Seventy percent of people in the developing world still have no access to electricity in their homes, health clinics, or schools, and are completely isolated from the modern world's wealth of resources. Kerosene lamps, candles, and dry cell batteries are used for home lighting and radios. Health clinics have no means to power refrigerators necessary for vaccine and other drug preservation, and health care workers have limited access to modern medical knowledge and research. Children in village schools spend hours hand-copying notes off of chalk boards because their schools have no photocopiers; and without computers, these kids are trapped in the digital divide of information haves and have-nots. .
This paper seeks to explore the potential success of renewable energy electrification in the developing world. It begins by describing the current energy needs in rural areas of the world, and the consequences of continued increases in fossil fuel consumption that may occur if renewable energies are not used. The second part of the paper briefly explains the processes, the advantages, and the disadvantages of three available forms of energy: hydro, solar, and wind power. Finally, in the conclusion, it makes a proposal to help resolve some of the problems .
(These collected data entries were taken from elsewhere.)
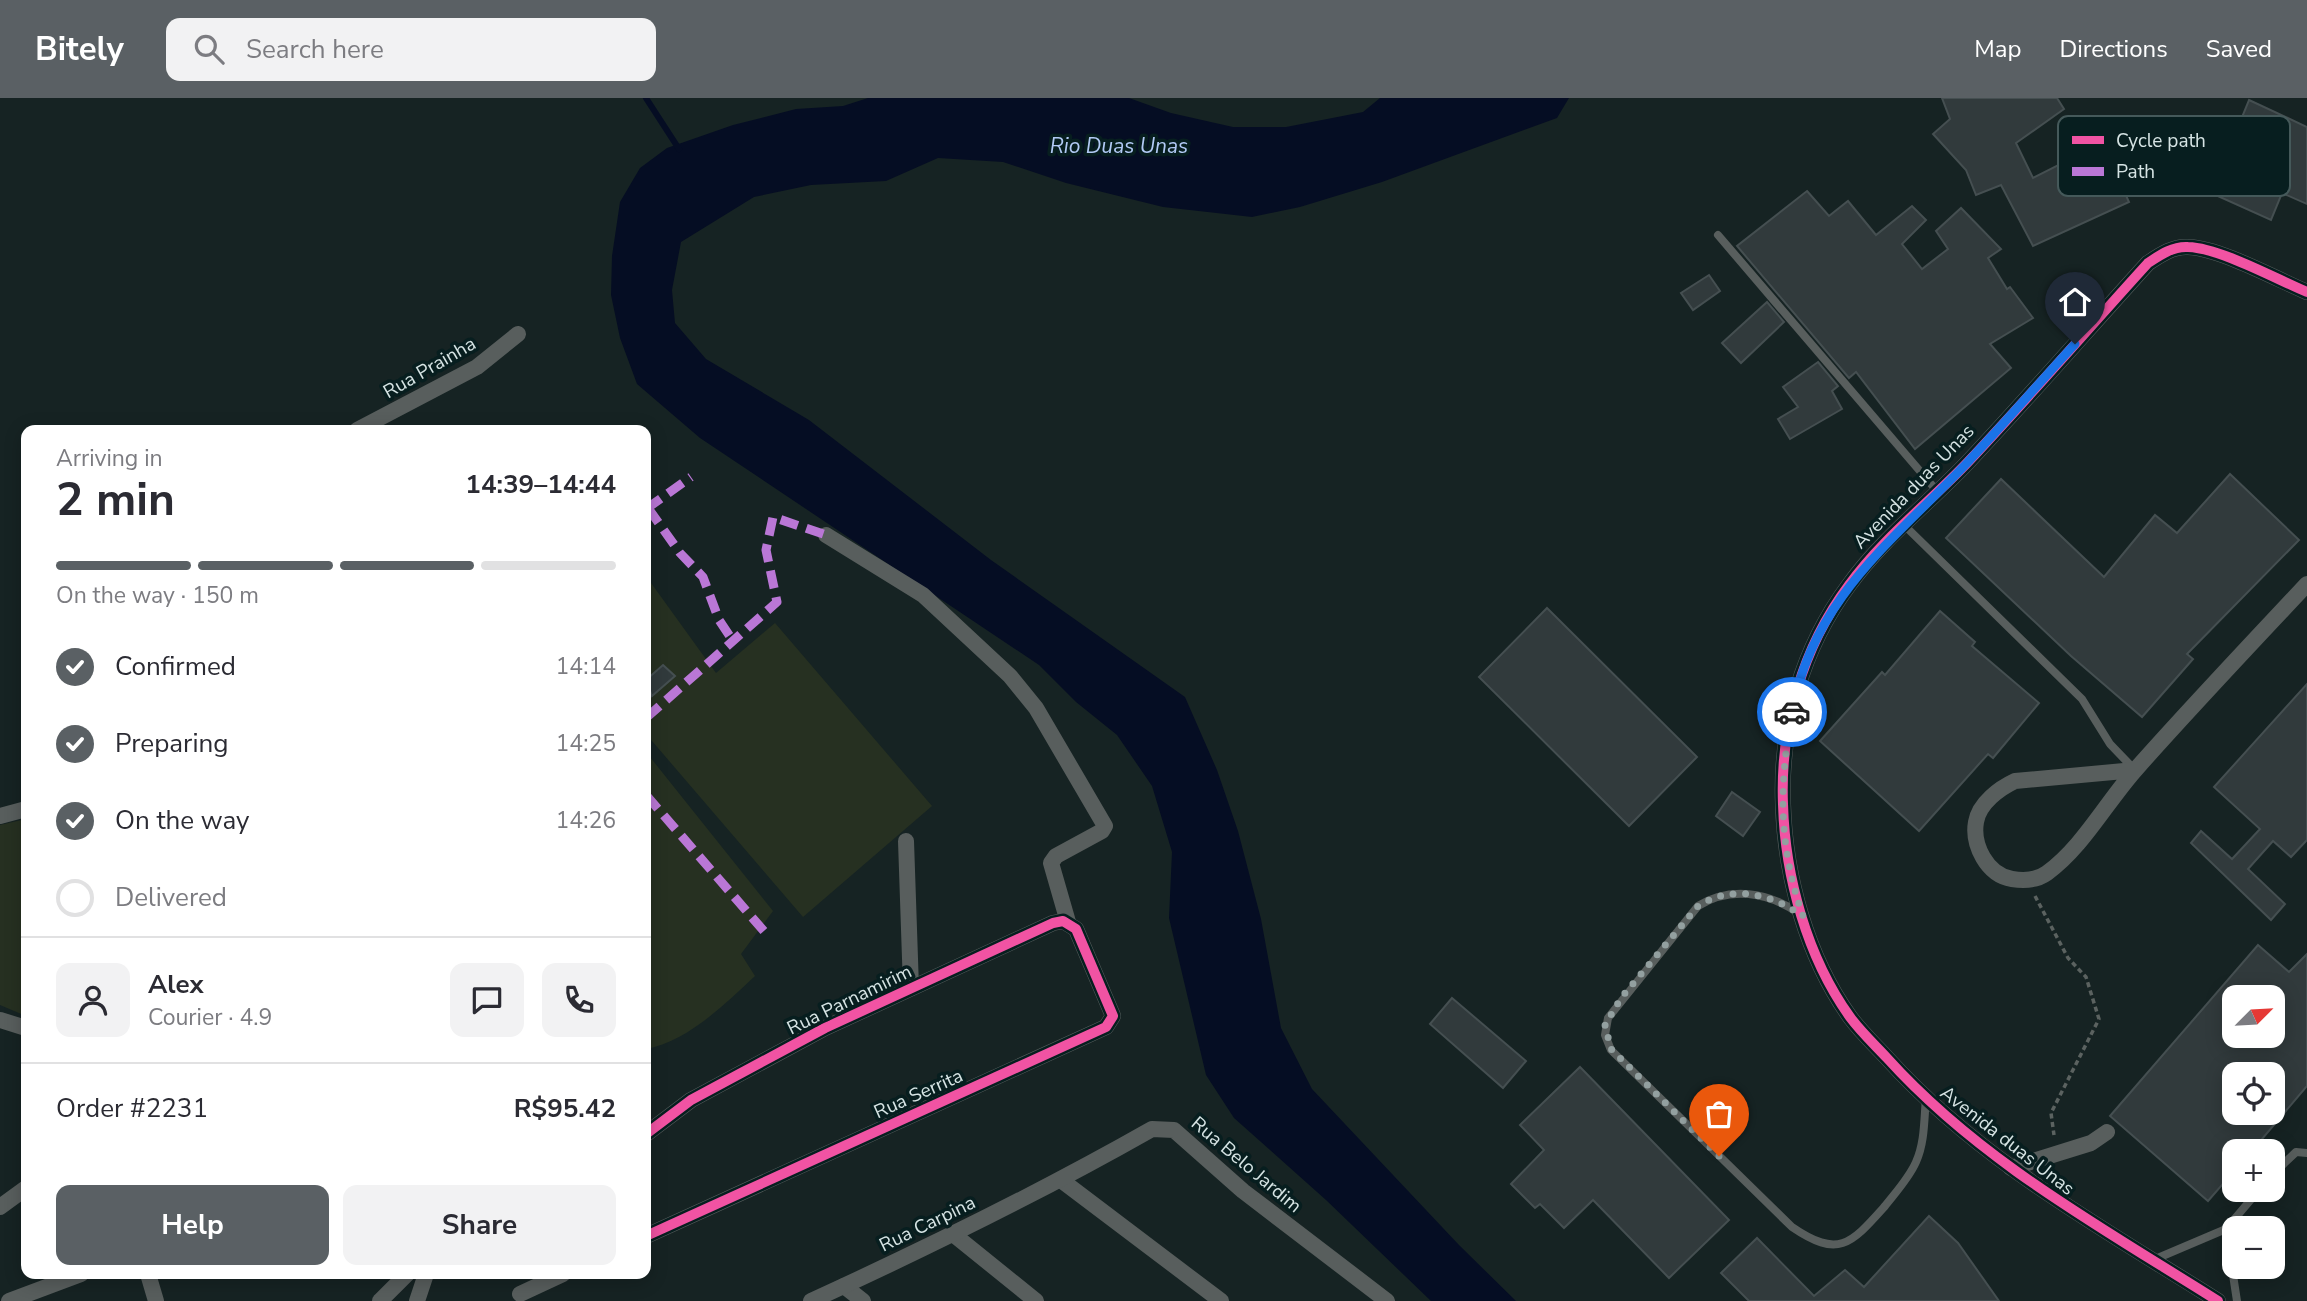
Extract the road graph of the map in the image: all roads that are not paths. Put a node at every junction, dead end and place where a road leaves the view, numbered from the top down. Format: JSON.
{"nodes":[{"id":1,"x":1718,"y":235,"type":"dead end"},
{"id":2,"x":2307,"y":292,"type":"edge"},
{"id":3,"x":518,"y":334,"type":"dead end"},
{"id":4,"x":367,"y":425,"type":"edge"},
{"id":5,"x":1937,"y":491,"type":"junction"},
{"id":6,"x":1904,"y":525,"type":"junction"},
{"id":7,"x":826,"y":535,"type":"dead end"},
{"id":8,"x":2307,"y":584,"type":"edge"},
{"id":9,"x":2135,"y":770,"type":"junction"},
{"id":10,"x":21,"y":810,"type":"edge"},
{"id":11,"x":0,"y":816,"type":"edge"},
{"id":12,"x":906,"y":841,"type":"dead end"},
{"id":13,"x":1803,"y":916,"type":"junction"},
{"id":14,"x":1072,"y":925,"type":"junction"},
{"id":15,"x":911,"y":988,"type":"junction"},
{"id":16,"x":0,"y":1020,"type":"edge"},
{"id":17,"x":21,"y":1026,"type":"edge"},
{"id":18,"x":1926,"y":1098,"type":"junction"},
{"id":19,"x":651,"y":1131,"type":"edge"},
{"id":20,"x":2107,"y":1132,"type":"dead end"},
{"id":21,"x":2307,"y":1153,"type":"edge"},
{"id":22,"x":2285,"y":1163,"type":"edge"},
{"id":23,"x":2011,"y":1168,"type":"junction"},
{"id":24,"x":1061,"y":1180,"type":"junction"},
{"id":25,"x":21,"y":1192,"type":"edge"},
{"id":26,"x":2249,"y":1202,"type":"edge"},
{"id":27,"x":0,"y":1207,"type":"edge"},
{"id":28,"x":2236,"y":1216,"type":"edge"},
{"id":29,"x":2222,"y":1230,"type":"edge"},
{"id":30,"x":651,"y":1234,"type":"edge"},
{"id":31,"x":953,"y":1234,"type":"junction"},
{"id":32,"x":2153,"y":1261,"type":"junction"},
{"id":33,"x":68,"y":1279,"type":"edge"},
{"id":34,"x":149,"y":1279,"type":"edge"},
{"id":35,"x":402,"y":1279,"type":"edge"},
{"id":36,"x":424,"y":1279,"type":"edge"},
{"id":37,"x":530,"y":1279,"type":"edge"},
{"id":38,"x":553,"y":1279,"type":"edge"},
{"id":39,"x":2234,"y":1279,"type":"edge"},
{"id":40,"x":844,"y":1286,"type":"junction"},
{"id":41,"x":517,"y":1297,"type":"edge"},
{"id":42,"x":9,"y":1301,"type":"edge"},
{"id":43,"x":156,"y":1301,"type":"edge"},
{"id":44,"x":380,"y":1301,"type":"edge"},
{"id":45,"x":417,"y":1301,"type":"edge"},
{"id":46,"x":811,"y":1301,"type":"edge"},
{"id":47,"x":863,"y":1301,"type":"edge"},
{"id":48,"x":1036,"y":1301,"type":"edge"},
{"id":49,"x":1221,"y":1301,"type":"edge"},
{"id":50,"x":1387,"y":1301,"type":"edge"},
{"id":51,"x":2218,"y":1301,"type":"edge"},
{"id":52,"x":2237,"y":1301,"type":"edge"}],
"edges":[{"from":1,"to":5,"type":"lane"},
{"from":2,"to":5,"type":"street","name":"Avenida duas Unas"},
{"from":3,"to":4,"type":"street","name":"Rua Prainha"},
{"from":5,"to":6,"type":"street","name":"Avenida duas Unas"},
{"from":6,"to":9,"type":"lane"},
{"from":6,"to":13,"type":"street","name":"Avenida duas Unas"},
{"from":7,"to":14,"type":"street"},
{"from":8,"to":9,"type":"street"},
{"from":9,"to":9,"type":"street"},
{"from":10,"to":11,"type":"street"},
{"from":12,"to":15,"type":"street"},
{"from":13,"to":18,"type":"street","name":"Avenida duas Unas"},
{"from":13,"to":18,"type":"lane"},
{"from":14,"to":15,"type":"street","name":"Rua Parnamirim"},
{"from":14,"to":30,"type":"street","name":"Rua Serrita"},
{"from":15,"to":19,"type":"street","name":"Rua Parnamirim"},
{"from":16,"to":17,"type":"street"},
{"from":18,"to":23,"type":"street","name":"Avenida duas Unas"},
{"from":20,"to":23,"type":"street"},
{"from":21,"to":22,"type":"lane"},
{"from":23,"to":32,"type":"street","name":"Avenida duas Unas"},
{"from":24,"to":31,"type":"street","name":"Rua Carpina"},
{"from":24,"to":49,"type":"street"},
{"from":24,"to":50,"type":"street","name":"Rua Belo Jardim"},
{"from":25,"to":27,"type":"street"},
{"from":26,"to":28,"type":"lane"},
{"from":29,"to":32,"type":"lane"},
{"from":31,"to":40,"type":"street","name":"Rua Carpina"},
{"from":31,"to":48,"type":"street"},
{"from":32,"to":51,"type":"street","name":"Avenida duas Unas"},
{"from":33,"to":42,"type":"street"},
{"from":34,"to":43,"type":"street"},
{"from":35,"to":44,"type":"street"},
{"from":36,"to":45,"type":"street"},
{"from":37,"to":41,"type":"street"},
{"from":38,"to":41,"type":"street"},
{"from":39,"to":52,"type":"lane"},
{"from":40,"to":46,"type":"street","name":"Rua Carpina"},
{"from":40,"to":47,"type":"street"}]}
presented at the beginning of the paper. .
Electricity Demand and the Developing World A Growing Necessity .
Hundreds of millions of people live in remote areas of the world where local governments cannot provide electricity. "On islands, in mountains, or separated by miles of undeveloped land, these communities cannot access the electricity they need for water purification, irrigation, health services, education, food preservation and other public utilities" (Danish Wind Energy Association, 2002). The problem is rooted in both the location and population of these communities because governments cannot afford to build power lines to connect smaller, distant populations to the public electricity grid.